家族で外食していても、親は携帯、子どもはゲームに夢中で会話の無い家族を見かけることがあります。また、電車内や待ち時間に携帯やゲームに夢中になる大人や子ども、そして、走る車の中でDVDやテレビを見ながら目的地に向かう家族など、あらゆる場面に「メディア」が存在し、ヒーローや戦隊が存在しています。その間、親子や家族の対話はほとんど無く、子どもはテレビやゲーム、DVDなどの世界に浸ってメディアから多大な影響を受けています。

テレビもDVDもゲームも適度に楽しむ分には問題ないと思います。ただ、テレビやゲームなどから子どもが受ける影響を親は十分に知っておき、わが子の発達や成長に「適度」とはどのくらい?無意識につけたテレビやゲームの映像や音の刺激が、わが子に及ぼす影響は?なども意識すべきでしょう。そして何より、親と子どもがたくさん対話をすることで、子どもはいろいろな事を考え、感じて育っていくことを、もっと大切にすべきでしょう。
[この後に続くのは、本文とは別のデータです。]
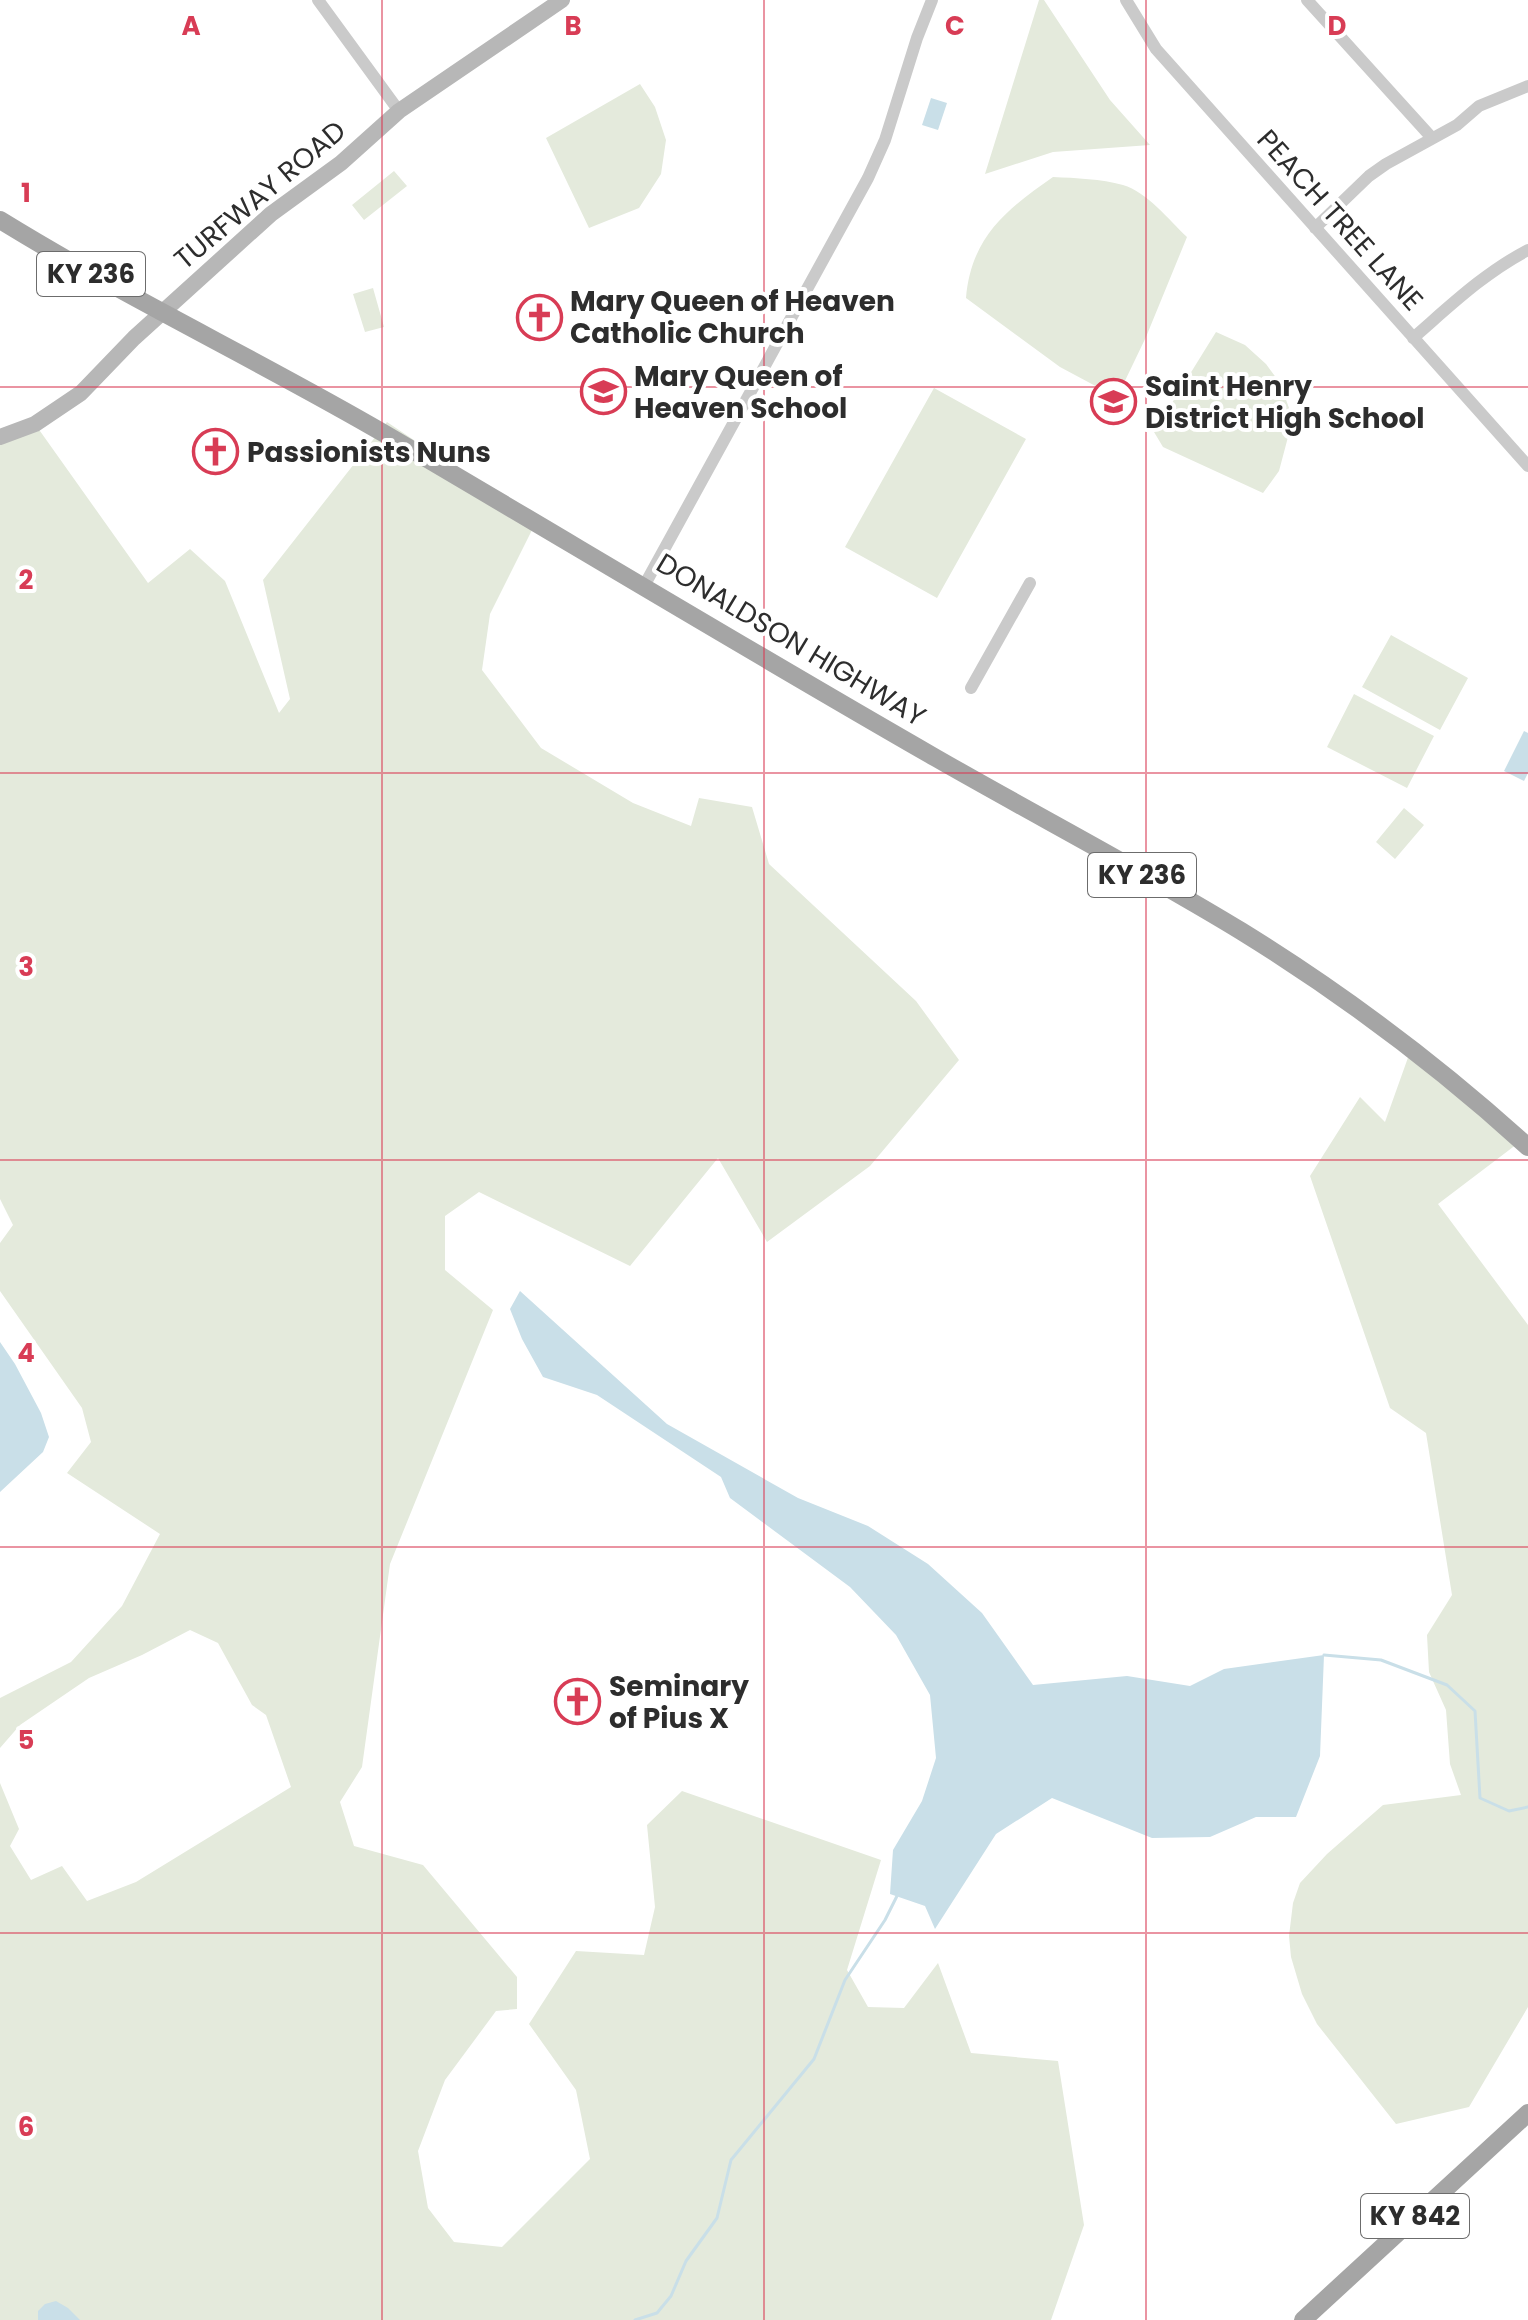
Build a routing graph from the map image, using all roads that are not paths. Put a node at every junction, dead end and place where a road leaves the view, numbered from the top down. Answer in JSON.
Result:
{"nodes":[{"id":1,"x":318,"y":0,"type":"edge"},
{"id":2,"x":562,"y":0,"type":"edge"},
{"id":3,"x":1126,"y":0,"type":"edge"},
{"id":4,"x":1307,"y":0,"type":"edge"},
{"id":5,"x":928,"y":2,"type":"edge"},
{"id":6,"x":1528,"y":86,"type":"edge"},
{"id":7,"x":399,"y":111,"type":"junction"},
{"id":8,"x":1432,"y":138,"type":"junction"},
{"id":9,"x":0,"y":220,"type":"edge"},
{"id":10,"x":1315,"y":228,"type":"junction"},
{"id":11,"x":1528,"y":250,"type":"edge"},
{"id":12,"x":163,"y":313,"type":"junction"},
{"id":13,"x":1413,"y":338,"type":"junction"},
{"id":14,"x":0,"y":437,"type":"edge"},
{"id":15,"x":1528,"y":466,"type":"edge"},
{"id":16,"x":1030,"y":583,"type":"dead end"},
{"id":17,"x":644,"y":586,"type":"junction"},
{"id":18,"x":971,"y":688,"type":"dead end"},
{"id":19,"x":1528,"y":1147,"type":"edge"},
{"id":20,"x":1528,"y":2113,"type":"edge"},
{"id":21,"x":1303,"y":2320,"type":"edge"}],
"edges":[{"from":1,"to":7,"type":"street"},
{"from":2,"to":7,"type":"main road","name":"TURFWAY ROAD"},
{"from":3,"to":10,"type":"street","name":"PEACH TREE LANE"},
{"from":4,"to":8,"type":"street"},
{"from":5,"to":17,"type":"street"},
{"from":6,"to":8,"type":"street"},
{"from":7,"to":12,"type":"main road","name":"TURFWAY ROAD"},
{"from":8,"to":10,"type":"street"},
{"from":9,"to":12,"type":"main road","name":"DONALDSON HIGHWAY","number":"KY 236"},
{"from":10,"to":13,"type":"street","name":"PEACH TREE LANE"},
{"from":11,"to":13,"type":"street"},
{"from":12,"to":14,"type":"main road","name":"TURFWAY ROAD"},
{"from":12,"to":17,"type":"main road","name":"DONALDSON HIGHWAY","number":"KY 236"},
{"from":13,"to":15,"type":"street","name":"PEACH TREE LANE"},
{"from":16,"to":18,"type":"street"},
{"from":17,"to":19,"type":"main road","name":"DONALDSON HIGHWAY","number":"KY 236"},
{"from":20,"to":21,"type":"main road","number":"KY 842"}]}
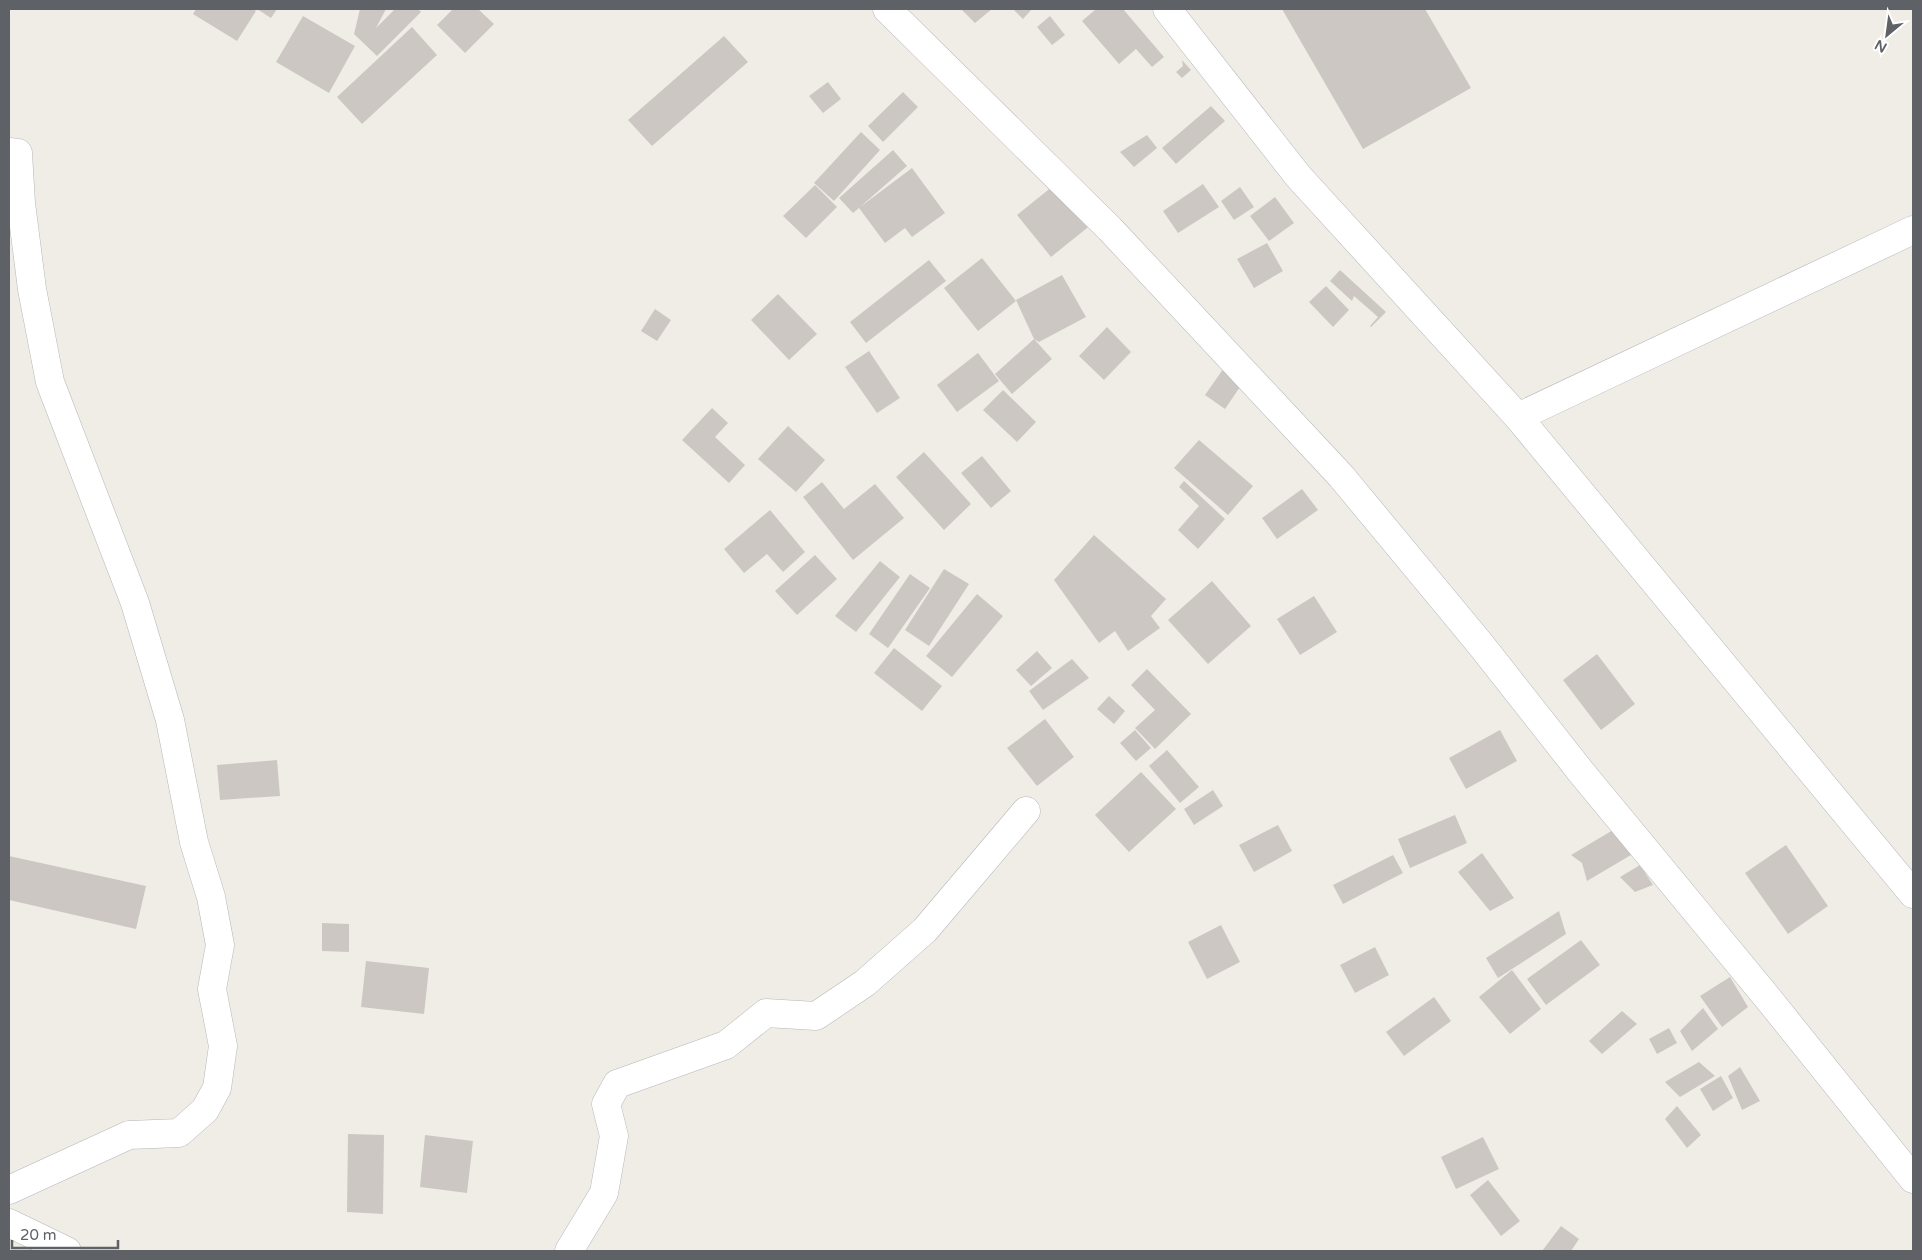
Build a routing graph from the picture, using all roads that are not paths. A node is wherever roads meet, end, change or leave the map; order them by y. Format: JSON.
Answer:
{"nodes":[{"id":1,"x":887,"y":9,"type":"edge"},
{"id":2,"x":1167,"y":9,"type":"edge"},
{"id":3,"x":9,"y":152,"type":"edge"},
{"id":4,"x":1913,"y":230,"type":"edge"},
{"id":5,"x":1518,"y":417,"type":"junction"},
{"id":6,"x":1026,"y":811,"type":"dead end"},
{"id":7,"x":1913,"y":894,"type":"edge"},
{"id":8,"x":1913,"y":1179,"type":"edge"},
{"id":9,"x":9,"y":1190,"type":"edge"},
{"id":10,"x":9,"y":1224,"type":"edge"},
{"id":11,"x":67,"y":1251,"type":"edge"},
{"id":12,"x":569,"y":1251,"type":"edge"}],
"edges":[{"from":1,"to":8,"type":"street"},
{"from":2,"to":5,"type":"street"},
{"from":3,"to":9,"type":"street"},
{"from":4,"to":5,"type":"street"},
{"from":5,"to":7,"type":"street"},
{"from":6,"to":12,"type":"street"},
{"from":10,"to":11,"type":"street"}]}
赤ちゃんにミルクを提供する時に、母親が携帯イジリやテレビを見ることに気を取られ、ただ単に「飲ませる」という行為をしていると、子どもがミルクを飲んでいるのに癇癪を起こしたり、ミルクを飲もうとする意欲が低下したりするという実験の結果があります。子どもはミルクだけでなく、親との対話や表情を介したコミュニケーションを求めているのに、それが満たされないので泣くのでしょう。

また、ある視覚と脳の反応を検証した実験結果では、ヒーロー番組の特に暴力シーンで、子どもは恐怖心から興奮や昂揚を感じますが、映像の動きや光刺激、効果音などによって、幼い子どもの脳は「楽しい興奮や昂揚感」と錯覚する(させる?)危険があるようです。これは「つり橋効果」といわれる知覚と同じような効果のようです。この興奮や昂揚感が、子ども同士の関係性や遊びの内容に与える影響は決して小さくありません。

遊びで興奮した子どもが、通りすがりに周囲の子どもに暴力(小突く、たたくなど)を振るう場面などを観察していると、何かで興奮したりストレスがかかると、その子どもの中でヒーローやゲームキャラクターがイメージされ、それを真似たりなり切ってみたりという行動の流れが観察されるケースが少なくありません。興奮やストレスがヒーローなどの必殺技という暴力につながる可能性を示唆しているとみることもできます。

このように、テレビやゲーム、DVDのヒーローやキャラクターが子どもに与える影響は多大です。私たち親は子どもによい影響を与える責任と権利があり、子どもは親や周囲環境からの影響や刺激を、五感をつかって受動的かつ敏感に吸収します。テレビやゲームなどに費やす時間より、もっと多くの時間を親子の関わり遊びや対話に費やし、遊びの内容や友だちとの関わり方、子どもの価値観などに、親がよい影響を与える機会を増やしましょう。